*** Exercise data ***
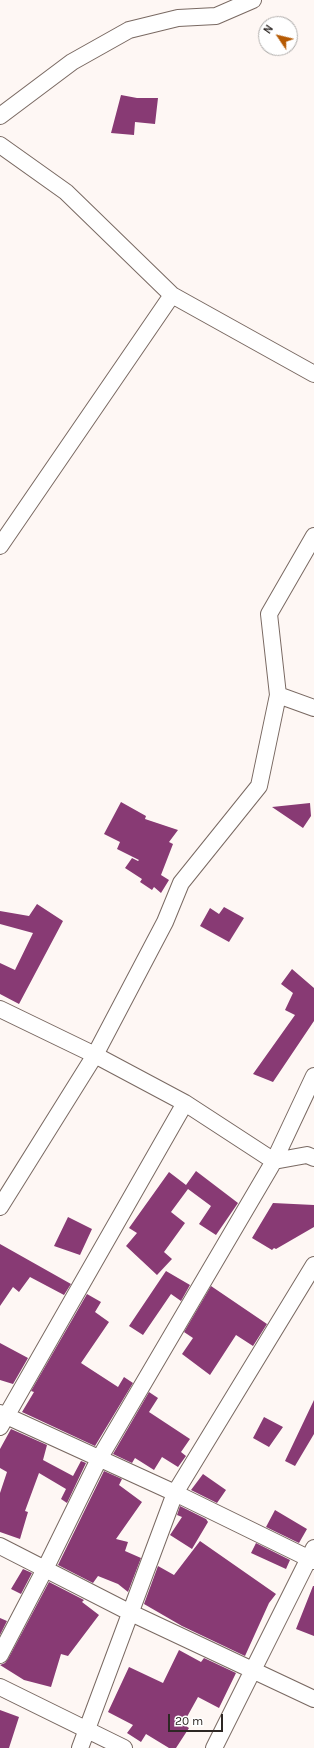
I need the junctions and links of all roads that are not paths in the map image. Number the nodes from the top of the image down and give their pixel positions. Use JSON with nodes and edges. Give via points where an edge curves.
{"nodes":[{"id":1,"x":253,"y":0,"type":"edge"},
{"id":2,"x":0,"y":116,"type":"edge"},
{"id":3,"x":0,"y":145,"type":"edge"},
{"id":4,"x":172,"y":295,"type":"junction"},
{"id":5,"x":314,"y":374,"type":"edge"},
{"id":6,"x":314,"y":536,"type":"edge"},
{"id":7,"x":0,"y":546,"type":"edge"},
{"id":8,"x":278,"y":695,"type":"junction"},
{"id":9,"x":314,"y":708,"type":"edge"},
{"id":10,"x":0,"y":1009,"type":"edge"},
{"id":11,"x":96,"y":1055,"type":"junction"},
{"id":12,"x":314,"y":1076,"type":"edge"},
{"id":13,"x":186,"y":1103,"type":"junction"},
{"id":14,"x":314,"y":1158,"type":"edge"},
{"id":15,"x":274,"y":1161,"type":"junction"},
{"id":16,"x":0,"y":1207,"type":"edge"},
{"id":17,"x":314,"y":1265,"type":"edge"},
{"id":18,"x":2,"y":1419,"type":"edge"},
{"id":19,"x":99,"y":1459,"type":"junction"},
{"id":20,"x":175,"y":1493,"type":"junction"},
{"id":21,"x":0,"y":1546,"type":"edge"},
{"id":22,"x":312,"y":1556,"type":"edge"},
{"id":23,"x":45,"y":1569,"type":"junction"},
{"id":24,"x":129,"y":1612,"type":"junction"},
{"id":25,"x":0,"y":1655,"type":"edge"},
{"id":26,"x":252,"y":1670,"type":"junction"},
{"id":27,"x":0,"y":1687,"type":"edge"},
{"id":28,"x":314,"y":1699,"type":"edge"},
{"id":29,"x":86,"y":1730,"type":"junction"},
{"id":30,"x":80,"y":1748,"type":"edge"},
{"id":31,"x":124,"y":1748,"type":"edge"},
{"id":32,"x":214,"y":1748,"type":"edge"}],
"edges":[{"from":1,"to":2,"type":"street","via":[[216,16],[178,18],[129,30],[72,62]]},
{"from":3,"to":4,"type":"street","via":[[66,192]]},
{"from":4,"to":5,"type":"street"},
{"from":4,"to":7,"type":"street"},
{"from":6,"to":8,"type":"street","via":[[269,614]]},
{"from":8,"to":9,"type":"street"},
{"from":8,"to":11,"type":"street","via":[[259,786],[181,883],[165,922]]},
{"from":10,"to":11,"type":"street"},
{"from":11,"to":13,"type":"street"},
{"from":11,"to":16,"type":"street"},
{"from":12,"to":15,"type":"street"},
{"from":13,"to":15,"type":"street"},
{"from":13,"to":18,"type":"street"},
{"from":14,"to":15,"type":"street","via":[[307,1155]]},
{"from":15,"to":19,"type":"street"},
{"from":17,"to":20,"type":"street"},
{"from":18,"to":19,"type":"street"},
{"from":19,"to":20,"type":"street"},
{"from":19,"to":23,"type":"street"},
{"from":20,"to":22,"type":"street"},
{"from":20,"to":24,"type":"street"},
{"from":21,"to":23,"type":"street"},
{"from":22,"to":26,"type":"street"},
{"from":23,"to":24,"type":"street"},
{"from":23,"to":25,"type":"street"},
{"from":24,"to":26,"type":"street"},
{"from":24,"to":29,"type":"street"},
{"from":26,"to":28,"type":"street"},
{"from":26,"to":32,"type":"street"},
{"from":27,"to":29,"type":"street"},
{"from":29,"to":30,"type":"street"},
{"from":29,"to":31,"type":"street"}]}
*** End of Exercise data ***
Repeat, exactly and in full, all records above, but include no pictures.

I need the junctions and links of all roads that are not paths in the map image. Number the nodes from the top of the image down and give their pixel positions. Use JSON with nodes and edges. Give via points where an edge curves.
{"nodes":[{"id":1,"x":253,"y":0,"type":"edge"},
{"id":2,"x":0,"y":116,"type":"edge"},
{"id":3,"x":0,"y":145,"type":"edge"},
{"id":4,"x":172,"y":295,"type":"junction"},
{"id":5,"x":314,"y":374,"type":"edge"},
{"id":6,"x":314,"y":536,"type":"edge"},
{"id":7,"x":0,"y":546,"type":"edge"},
{"id":8,"x":278,"y":695,"type":"junction"},
{"id":9,"x":314,"y":708,"type":"edge"},
{"id":10,"x":0,"y":1009,"type":"edge"},
{"id":11,"x":96,"y":1055,"type":"junction"},
{"id":12,"x":314,"y":1076,"type":"edge"},
{"id":13,"x":186,"y":1103,"type":"junction"},
{"id":14,"x":314,"y":1158,"type":"edge"},
{"id":15,"x":274,"y":1161,"type":"junction"},
{"id":16,"x":0,"y":1207,"type":"edge"},
{"id":17,"x":314,"y":1265,"type":"edge"},
{"id":18,"x":2,"y":1419,"type":"edge"},
{"id":19,"x":99,"y":1459,"type":"junction"},
{"id":20,"x":175,"y":1493,"type":"junction"},
{"id":21,"x":0,"y":1546,"type":"edge"},
{"id":22,"x":312,"y":1556,"type":"edge"},
{"id":23,"x":45,"y":1569,"type":"junction"},
{"id":24,"x":129,"y":1612,"type":"junction"},
{"id":25,"x":0,"y":1655,"type":"edge"},
{"id":26,"x":252,"y":1670,"type":"junction"},
{"id":27,"x":0,"y":1687,"type":"edge"},
{"id":28,"x":314,"y":1699,"type":"edge"},
{"id":29,"x":86,"y":1730,"type":"junction"},
{"id":30,"x":80,"y":1748,"type":"edge"},
{"id":31,"x":124,"y":1748,"type":"edge"},
{"id":32,"x":214,"y":1748,"type":"edge"}],
"edges":[{"from":1,"to":2,"type":"street","via":[[216,16],[178,18],[129,30],[72,62]]},
{"from":3,"to":4,"type":"street","via":[[66,192]]},
{"from":4,"to":5,"type":"street"},
{"from":4,"to":7,"type":"street"},
{"from":6,"to":8,"type":"street","via":[[269,614]]},
{"from":8,"to":9,"type":"street"},
{"from":8,"to":11,"type":"street","via":[[259,786],[181,883],[165,922]]},
{"from":10,"to":11,"type":"street"},
{"from":11,"to":13,"type":"street"},
{"from":11,"to":16,"type":"street"},
{"from":12,"to":15,"type":"street"},
{"from":13,"to":15,"type":"street"},
{"from":13,"to":18,"type":"street"},
{"from":14,"to":15,"type":"street","via":[[307,1155]]},
{"from":15,"to":19,"type":"street"},
{"from":17,"to":20,"type":"street"},
{"from":18,"to":19,"type":"street"},
{"from":19,"to":20,"type":"street"},
{"from":19,"to":23,"type":"street"},
{"from":20,"to":22,"type":"street"},
{"from":20,"to":24,"type":"street"},
{"from":21,"to":23,"type":"street"},
{"from":22,"to":26,"type":"street"},
{"from":23,"to":24,"type":"street"},
{"from":23,"to":25,"type":"street"},
{"from":24,"to":26,"type":"street"},
{"from":24,"to":29,"type":"street"},
{"from":26,"to":28,"type":"street"},
{"from":26,"to":32,"type":"street"},
{"from":27,"to":29,"type":"street"},
{"from":29,"to":30,"type":"street"},
{"from":29,"to":31,"type":"street"}]}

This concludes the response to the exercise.